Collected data

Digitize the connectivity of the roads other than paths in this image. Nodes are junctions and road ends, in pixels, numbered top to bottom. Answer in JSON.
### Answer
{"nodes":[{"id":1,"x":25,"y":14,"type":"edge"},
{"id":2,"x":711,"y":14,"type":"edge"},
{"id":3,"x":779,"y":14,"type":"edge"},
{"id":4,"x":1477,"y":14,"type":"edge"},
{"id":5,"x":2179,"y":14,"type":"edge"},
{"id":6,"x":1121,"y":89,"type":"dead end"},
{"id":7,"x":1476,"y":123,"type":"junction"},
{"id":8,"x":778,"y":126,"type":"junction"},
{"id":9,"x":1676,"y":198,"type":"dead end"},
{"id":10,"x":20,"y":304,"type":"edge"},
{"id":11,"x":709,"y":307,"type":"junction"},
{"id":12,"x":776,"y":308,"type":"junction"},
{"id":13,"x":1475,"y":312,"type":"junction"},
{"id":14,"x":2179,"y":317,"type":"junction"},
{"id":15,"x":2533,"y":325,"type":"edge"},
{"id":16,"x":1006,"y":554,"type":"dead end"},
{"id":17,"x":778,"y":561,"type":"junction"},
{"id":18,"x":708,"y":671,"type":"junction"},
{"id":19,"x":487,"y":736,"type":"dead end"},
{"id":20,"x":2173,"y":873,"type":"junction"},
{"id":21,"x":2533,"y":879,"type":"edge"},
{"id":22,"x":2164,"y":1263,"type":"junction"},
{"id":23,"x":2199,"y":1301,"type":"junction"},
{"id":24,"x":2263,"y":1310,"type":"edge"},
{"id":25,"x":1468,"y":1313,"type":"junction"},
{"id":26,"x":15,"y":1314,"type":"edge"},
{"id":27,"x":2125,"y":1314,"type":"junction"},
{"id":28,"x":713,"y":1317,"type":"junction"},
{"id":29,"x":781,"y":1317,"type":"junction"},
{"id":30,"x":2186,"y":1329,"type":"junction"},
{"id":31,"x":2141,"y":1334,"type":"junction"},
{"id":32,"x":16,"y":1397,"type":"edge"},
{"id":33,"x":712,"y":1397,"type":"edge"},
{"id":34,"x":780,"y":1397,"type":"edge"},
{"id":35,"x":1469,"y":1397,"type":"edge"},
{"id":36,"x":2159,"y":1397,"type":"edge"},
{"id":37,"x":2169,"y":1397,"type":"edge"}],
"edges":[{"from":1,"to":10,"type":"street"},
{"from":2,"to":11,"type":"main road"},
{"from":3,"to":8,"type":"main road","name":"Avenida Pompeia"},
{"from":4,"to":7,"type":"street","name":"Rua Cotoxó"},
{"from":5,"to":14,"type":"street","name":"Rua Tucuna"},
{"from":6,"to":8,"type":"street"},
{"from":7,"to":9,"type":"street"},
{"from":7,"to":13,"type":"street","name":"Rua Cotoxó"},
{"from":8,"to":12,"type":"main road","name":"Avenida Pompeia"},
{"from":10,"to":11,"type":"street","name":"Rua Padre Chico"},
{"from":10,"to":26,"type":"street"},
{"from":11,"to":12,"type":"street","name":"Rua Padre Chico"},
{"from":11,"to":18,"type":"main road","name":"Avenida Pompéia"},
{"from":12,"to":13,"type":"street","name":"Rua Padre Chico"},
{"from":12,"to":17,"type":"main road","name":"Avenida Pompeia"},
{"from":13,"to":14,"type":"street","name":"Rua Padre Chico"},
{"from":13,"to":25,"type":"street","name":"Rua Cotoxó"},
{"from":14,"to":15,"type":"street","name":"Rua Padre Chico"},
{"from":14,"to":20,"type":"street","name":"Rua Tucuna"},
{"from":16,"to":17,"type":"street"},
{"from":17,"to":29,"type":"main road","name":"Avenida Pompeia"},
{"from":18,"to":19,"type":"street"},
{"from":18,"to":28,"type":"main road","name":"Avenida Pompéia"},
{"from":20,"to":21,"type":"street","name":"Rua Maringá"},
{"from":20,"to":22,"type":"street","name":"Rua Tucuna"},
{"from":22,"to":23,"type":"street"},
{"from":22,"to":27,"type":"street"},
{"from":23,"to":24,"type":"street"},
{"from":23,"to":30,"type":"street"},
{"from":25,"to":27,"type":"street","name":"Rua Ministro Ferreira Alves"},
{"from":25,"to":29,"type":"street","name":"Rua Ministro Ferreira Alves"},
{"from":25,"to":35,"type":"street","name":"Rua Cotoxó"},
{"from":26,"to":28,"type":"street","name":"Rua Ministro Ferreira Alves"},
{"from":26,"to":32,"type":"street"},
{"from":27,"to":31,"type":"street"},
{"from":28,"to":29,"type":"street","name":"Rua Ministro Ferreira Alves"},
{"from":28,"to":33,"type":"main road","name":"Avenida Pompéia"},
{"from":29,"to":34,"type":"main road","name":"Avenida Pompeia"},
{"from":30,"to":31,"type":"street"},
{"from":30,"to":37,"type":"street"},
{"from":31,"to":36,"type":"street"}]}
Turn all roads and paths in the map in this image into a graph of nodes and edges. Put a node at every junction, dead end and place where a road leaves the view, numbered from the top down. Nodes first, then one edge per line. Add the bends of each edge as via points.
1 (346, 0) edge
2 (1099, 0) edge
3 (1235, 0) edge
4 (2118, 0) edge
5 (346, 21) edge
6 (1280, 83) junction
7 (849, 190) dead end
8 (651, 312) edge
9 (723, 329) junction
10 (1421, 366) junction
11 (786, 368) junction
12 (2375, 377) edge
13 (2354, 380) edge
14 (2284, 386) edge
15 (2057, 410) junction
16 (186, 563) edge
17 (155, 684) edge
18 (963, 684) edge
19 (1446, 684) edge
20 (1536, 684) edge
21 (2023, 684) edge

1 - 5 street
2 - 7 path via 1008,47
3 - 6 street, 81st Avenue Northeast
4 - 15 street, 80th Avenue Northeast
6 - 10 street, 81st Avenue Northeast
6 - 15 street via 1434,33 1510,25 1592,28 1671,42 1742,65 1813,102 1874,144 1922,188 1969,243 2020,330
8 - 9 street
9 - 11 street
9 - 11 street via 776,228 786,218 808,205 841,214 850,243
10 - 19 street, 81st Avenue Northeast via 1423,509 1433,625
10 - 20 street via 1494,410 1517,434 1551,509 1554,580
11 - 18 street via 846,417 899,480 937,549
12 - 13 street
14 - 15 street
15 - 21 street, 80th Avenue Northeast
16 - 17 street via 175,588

- **What to produce**: Repeat each of the entries exactly.

- **Answer box**:
Digitize the connectivity of the roads other than paths in this image. Nodes are junctions and road ends, in pixels, numbered top to bottom. Answer in JSON.
### Answer
{"nodes":[{"id":1,"x":25,"y":14,"type":"edge"},
{"id":2,"x":711,"y":14,"type":"edge"},
{"id":3,"x":779,"y":14,"type":"edge"},
{"id":4,"x":1477,"y":14,"type":"edge"},
{"id":5,"x":2179,"y":14,"type":"edge"},
{"id":6,"x":1121,"y":89,"type":"dead end"},
{"id":7,"x":1476,"y":123,"type":"junction"},
{"id":8,"x":778,"y":126,"type":"junction"},
{"id":9,"x":1676,"y":198,"type":"dead end"},
{"id":10,"x":20,"y":304,"type":"edge"},
{"id":11,"x":709,"y":307,"type":"junction"},
{"id":12,"x":776,"y":308,"type":"junction"},
{"id":13,"x":1475,"y":312,"type":"junction"},
{"id":14,"x":2179,"y":317,"type":"junction"},
{"id":15,"x":2533,"y":325,"type":"edge"},
{"id":16,"x":1006,"y":554,"type":"dead end"},
{"id":17,"x":778,"y":561,"type":"junction"},
{"id":18,"x":708,"y":671,"type":"junction"},
{"id":19,"x":487,"y":736,"type":"dead end"},
{"id":20,"x":2173,"y":873,"type":"junction"},
{"id":21,"x":2533,"y":879,"type":"edge"},
{"id":22,"x":2164,"y":1263,"type":"junction"},
{"id":23,"x":2199,"y":1301,"type":"junction"},
{"id":24,"x":2263,"y":1310,"type":"edge"},
{"id":25,"x":1468,"y":1313,"type":"junction"},
{"id":26,"x":15,"y":1314,"type":"edge"},
{"id":27,"x":2125,"y":1314,"type":"junction"},
{"id":28,"x":713,"y":1317,"type":"junction"},
{"id":29,"x":781,"y":1317,"type":"junction"},
{"id":30,"x":2186,"y":1329,"type":"junction"},
{"id":31,"x":2141,"y":1334,"type":"junction"},
{"id":32,"x":16,"y":1397,"type":"edge"},
{"id":33,"x":712,"y":1397,"type":"edge"},
{"id":34,"x":780,"y":1397,"type":"edge"},
{"id":35,"x":1469,"y":1397,"type":"edge"},
{"id":36,"x":2159,"y":1397,"type":"edge"},
{"id":37,"x":2169,"y":1397,"type":"edge"}],
"edges":[{"from":1,"to":10,"type":"street"},
{"from":2,"to":11,"type":"main road"},
{"from":3,"to":8,"type":"main road","name":"Avenida Pompeia"},
{"from":4,"to":7,"type":"street","name":"Rua Cotoxó"},
{"from":5,"to":14,"type":"street","name":"Rua Tucuna"},
{"from":6,"to":8,"type":"street"},
{"from":7,"to":9,"type":"street"},
{"from":7,"to":13,"type":"street","name":"Rua Cotoxó"},
{"from":8,"to":12,"type":"main road","name":"Avenida Pompeia"},
{"from":10,"to":11,"type":"street","name":"Rua Padre Chico"},
{"from":10,"to":26,"type":"street"},
{"from":11,"to":12,"type":"street","name":"Rua Padre Chico"},
{"from":11,"to":18,"type":"main road","name":"Avenida Pompéia"},
{"from":12,"to":13,"type":"street","name":"Rua Padre Chico"},
{"from":12,"to":17,"type":"main road","name":"Avenida Pompeia"},
{"from":13,"to":14,"type":"street","name":"Rua Padre Chico"},
{"from":13,"to":25,"type":"street","name":"Rua Cotoxó"},
{"from":14,"to":15,"type":"street","name":"Rua Padre Chico"},
{"from":14,"to":20,"type":"street","name":"Rua Tucuna"},
{"from":16,"to":17,"type":"street"},
{"from":17,"to":29,"type":"main road","name":"Avenida Pompeia"},
{"from":18,"to":19,"type":"street"},
{"from":18,"to":28,"type":"main road","name":"Avenida Pompéia"},
{"from":20,"to":21,"type":"street","name":"Rua Maringá"},
{"from":20,"to":22,"type":"street","name":"Rua Tucuna"},
{"from":22,"to":23,"type":"street"},
{"from":22,"to":27,"type":"street"},
{"from":23,"to":24,"type":"street"},
{"from":23,"to":30,"type":"street"},
{"from":25,"to":27,"type":"street","name":"Rua Ministro Ferreira Alves"},
{"from":25,"to":29,"type":"street","name":"Rua Ministro Ferreira Alves"},
{"from":25,"to":35,"type":"street","name":"Rua Cotoxó"},
{"from":26,"to":28,"type":"street","name":"Rua Ministro Ferreira Alves"},
{"from":26,"to":32,"type":"street"},
{"from":27,"to":31,"type":"street"},
{"from":28,"to":29,"type":"street","name":"Rua Ministro Ferreira Alves"},
{"from":28,"to":33,"type":"main road","name":"Avenida Pompéia"},
{"from":29,"to":34,"type":"main road","name":"Avenida Pompeia"},
{"from":30,"to":31,"type":"street"},
{"from":30,"to":37,"type":"street"},
{"from":31,"to":36,"type":"street"}]}
Turn all roads and paths in the map in this image into a graph of nodes and edges. Put a node at every junction, dead end and place where a road leaves the view, numbered from the top down. Nodes first, then one edge per line. Add the bends of each edge as via points.
1 (346, 0) edge
2 (1099, 0) edge
3 (1235, 0) edge
4 (2118, 0) edge
5 (346, 21) edge
6 (1280, 83) junction
7 (849, 190) dead end
8 (651, 312) edge
9 (723, 329) junction
10 (1421, 366) junction
11 (786, 368) junction
12 (2375, 377) edge
13 (2354, 380) edge
14 (2284, 386) edge
15 (2057, 410) junction
16 (186, 563) edge
17 (155, 684) edge
18 (963, 684) edge
19 (1446, 684) edge
20 (1536, 684) edge
21 (2023, 684) edge

1 - 5 street
2 - 7 path via 1008,47
3 - 6 street, 81st Avenue Northeast
4 - 15 street, 80th Avenue Northeast
6 - 10 street, 81st Avenue Northeast
6 - 15 street via 1434,33 1510,25 1592,28 1671,42 1742,65 1813,102 1874,144 1922,188 1969,243 2020,330
8 - 9 street
9 - 11 street
9 - 11 street via 776,228 786,218 808,205 841,214 850,243
10 - 19 street, 81st Avenue Northeast via 1423,509 1433,625
10 - 20 street via 1494,410 1517,434 1551,509 1554,580
11 - 18 street via 846,417 899,480 937,549
12 - 13 street
14 - 15 street
15 - 21 street, 80th Avenue Northeast
16 - 17 street via 175,588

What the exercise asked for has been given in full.